I think that there is a driving force behind Robinson's poem that might strike at an experience of nothingness that plagues all individuals. The rich, such as Richard Cory, might be able to inspire a sense of wonderment and awe amongst individuals who might be envious of what they possess or how they carry themselves. Yet, there is a hollowness that still might be present that wealth cannot conceal. Perhaps, rich people might have it more challenging in this respect. The rich might be able to inspire wonderment and awe in others and due to the fact that they are able to possess so much, they could certainly believe that they are able to overcome any sadness. This might make their situation more precarious because when they realize that there is a hollowness or emptiness present, it might strike as doubly painful in that they realize they are victims to sadness despite all of what they have or what they can possess.

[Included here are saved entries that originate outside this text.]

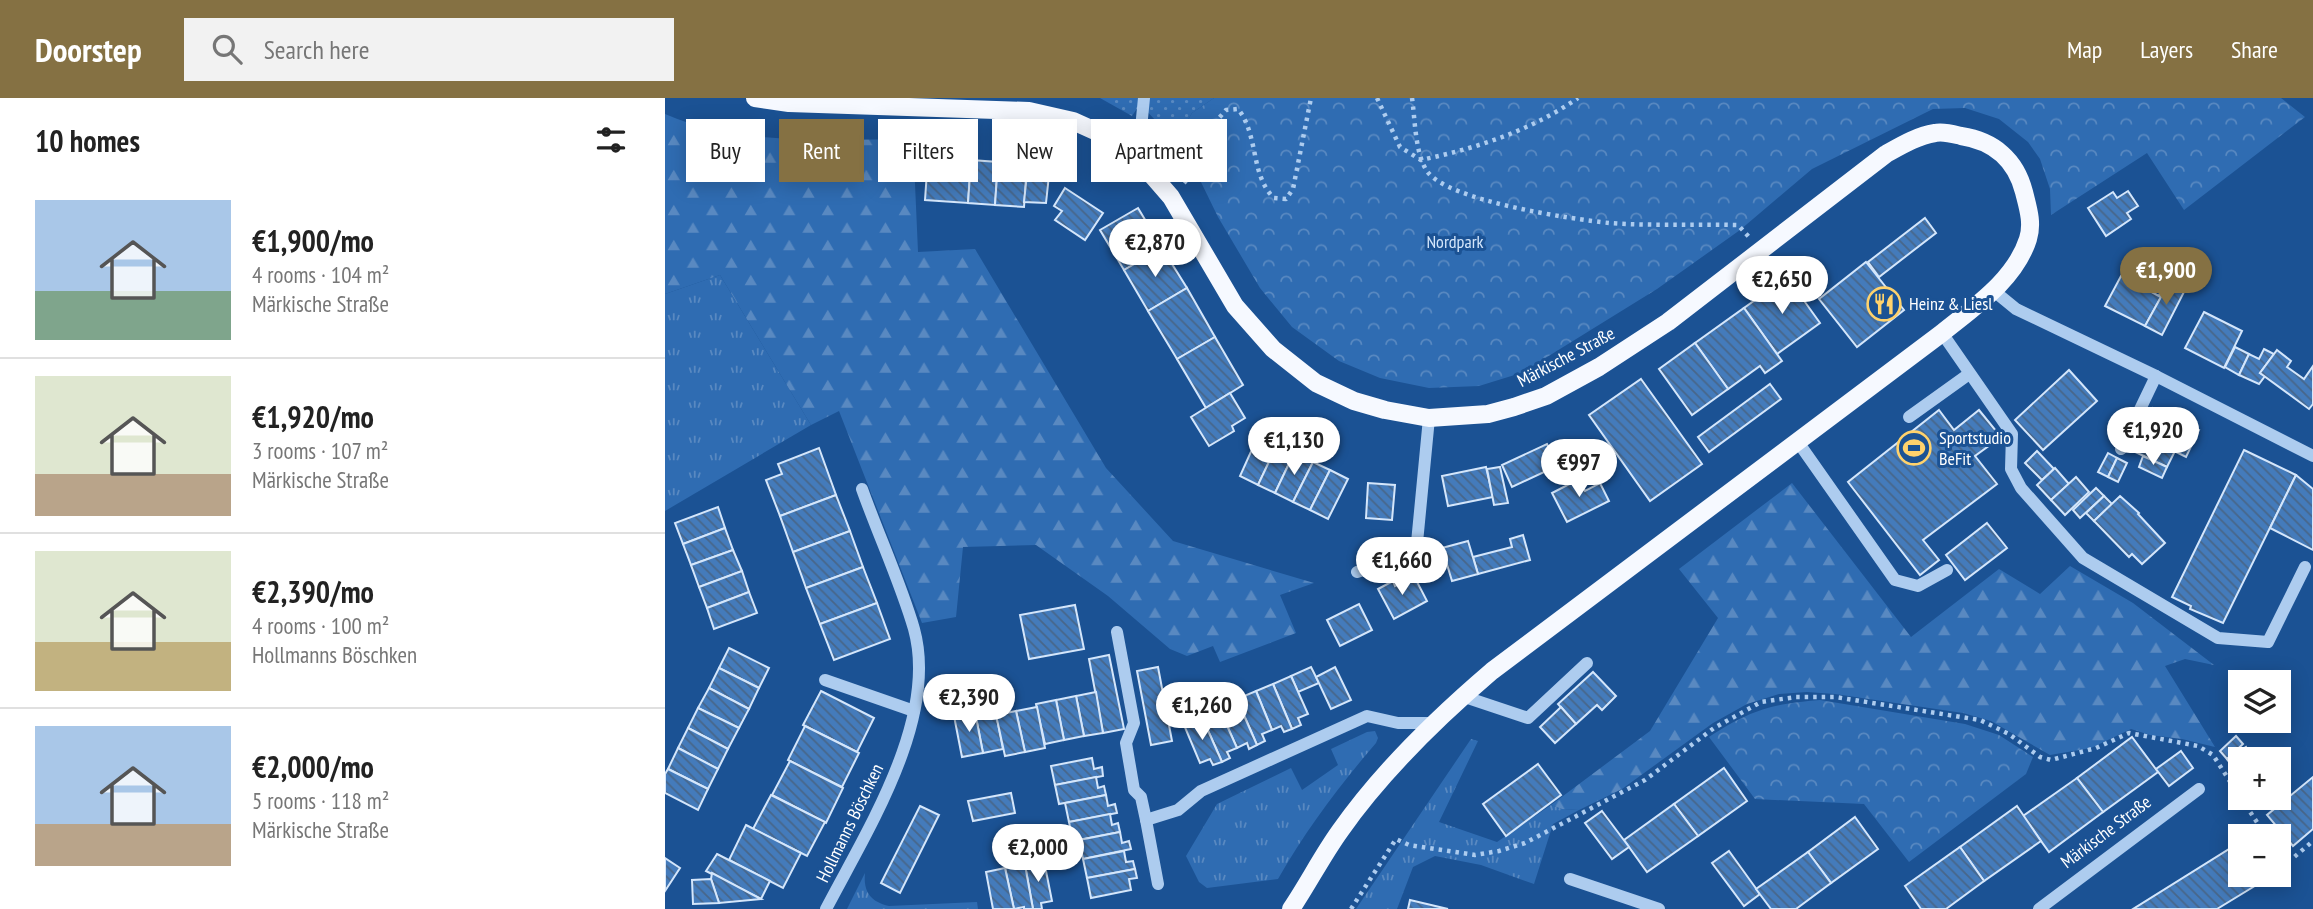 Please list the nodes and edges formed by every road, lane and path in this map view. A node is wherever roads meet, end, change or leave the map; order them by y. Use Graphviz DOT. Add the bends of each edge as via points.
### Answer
graph roads {
  1 [pos="755,98"];
  2 [pos="1144,98"];
  3 [pos="1311,98"];
  4 [pos="1377,98"];
  5 [pos="1412,98"];
  6 [pos="1578,98"];
  7 [pos="1142,119"];
  8 [pos="1091,129"];
  9 [pos="1421,160"];
  10 [pos="1158,182"];
  11 [pos="1171,197"];
  12 [pos="1762,250"];
  13 [pos="1994,291"];
  14 [pos="1943,333"];
  15 [pos="1969,374"];
  16 [pos="2156,376"];
  17 [pos="1909,417"];
  18 [pos="1429,418"];
  19 [pos="1798,442"];
  20 [pos="2122,449"];
  21 [pos="2313,456"];
  22 [pos="862,489"];
  23 [pos="2305,567"];
  24 [pos="1948,570"];
  25 [pos="1357,572"];
  26 [pos="1117,632"];
  27 [pos="1587,663"];
  28 [pos="825,680"];
  29 [pos="1462,696"];
  30 [pos="914,711"];
  31 [pos="1436,723"];
  32 [pos="2228,779"];
  33 [pos="2199,789"];
  34 [pos="1146,820"];
  35 [pos="2313,841"];
  36 [pos="2291,857"];
  37 [pos="1570,879"];
  38 [pos="1158,884"];
  39 [pos="826,909"];
  40 [pos="1291,909"];
  41 [pos="1304,909"];
  42 [pos="1350,909"];
  43 [pos="1659,909"];
  44 [pos="2039,909"];
  1 -- 8 [label="main road, Märkische Straße" via="1030,111"];
  2 -- 7 [label="street"];
  3 -- 11 [label="path" via="1293,189 1286,199 1274,198 1264,189 1245,119 1238,109 1226,110 1219,118 1207,157"];
  4 -- 9 [label="path" via="1400,147"];
  5 -- 9 [label="path"];
  6 -- 9 [label="path" via="1512,135"];
  9 -- 12 [label="path" via="1428,173 1443,184 1479,199 1610,223 1738,225"];
  10 -- 11 [label="main road, Märkische Straße"];
  11 -- 18 [label="main road, Märkische Straße" via="1235,306 1273,349 1316,383 1354,401"];
  12 -- 13 [label="main road, Märkische Straße" via="1906,143 1938,132 1976,138 2013,163 2030,214 2023,251"];
  12 -- 18 [label="main road, Märkische Straße" via="1668,322 1546,396 1488,414"];
  13 -- 14 [label="main road, Märkische Straße"];
  13 -- 16 [label="street" via="2016,309"];
  14 -- 15 [label="street"];
  14 -- 19 [label="main road, Märkische Straße"];
  15 -- 17 [label="street"];
  15 -- 23 [label="street" via="2011,434 2011,469 2021,488 2083,558 2218,638 2267,642"];
  16 -- 20 [label="street"];
  16 -- 21 [label="street"];
  18 -- 25 [label="street" via="1416,553"];
  19 -- 24 [label="street" via="1895,580 1919,586"];
  19 -- 29 [label="main road, Märkische Straße"];
  22 -- 30 [label="street, Hollmanns Böschken" via="915,631 921,673"];
  26 -- 34 [label="street" via="1134,723 1126,743 1134,790 1141,797"];
  27 -- 29 [label="street" via="1528,718"];
  28 -- 30 [label="street"];
  29 -- 31 [label="main road, Märkische Straße"];
  30 -- 39 [label="street, Hollmanns Böschken" via="889,788"];
  31 -- 34 [label="street" via="1398,723 1367,716 1201,791 1178,810"];
  31 -- 40 [label="main road, Märkische Straße" via="1340,831"];
  31 -- 41 [label="main road, Märkische Straße" via="1350,836"];
  32 -- 42 [label="path" via="2213,755 2198,746 2129,733 2051,760 1980,720 1835,697 1762,702 1714,728 1645,780 1525,843 1475,855 1396,839"];
  33 -- 44 [label="street, Märkische Straße"];
  34 -- 38 [label="street"];
  35 -- 36 [label="path"];
  37 -- 43 [label="street"];
}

Sadly, no, I do not think rich people are more likely to commit suicide. I do, however, believe it is more publicized when a rich person commits suicide because our media and society are largely more interested in rich (and good looking) people than anyone else. It would be interesting to see the statistics - but I cannot imagine depression purposefully targets the wealthy.
One thing that might make it seem like rich people have more reason to commit suicide however, is that with a lot of possessions comes (seemingly) more responsibility to keep up the standard of showing wealth.
Another big issue in this question is what is wealthy? I think everyone makes a point of comparison that one-ups what we already have. Millionaires (to most) are wealthy. But they probably look at multi-millionaires and say, "Oh, he's rich. I'm not as rich as he is... THAT is truly wealthy." I imagine with that kiind of pressure for constant success, the need to get more and more and - perhaps it creates more complications and stress than average people living average lives deal with.
"Richard Cory" may have been alienated from the suffering poor or maybe he suffered from some mental challenges. There is a slight slight hint in the words "quietly arrayed" that he had a dark or strange side. But this is the only hint. The rest of the poem simply shows us the irony--that the person we believe is free of torment may be inwardly tormented. Possessions don't make people happy; this is the theme.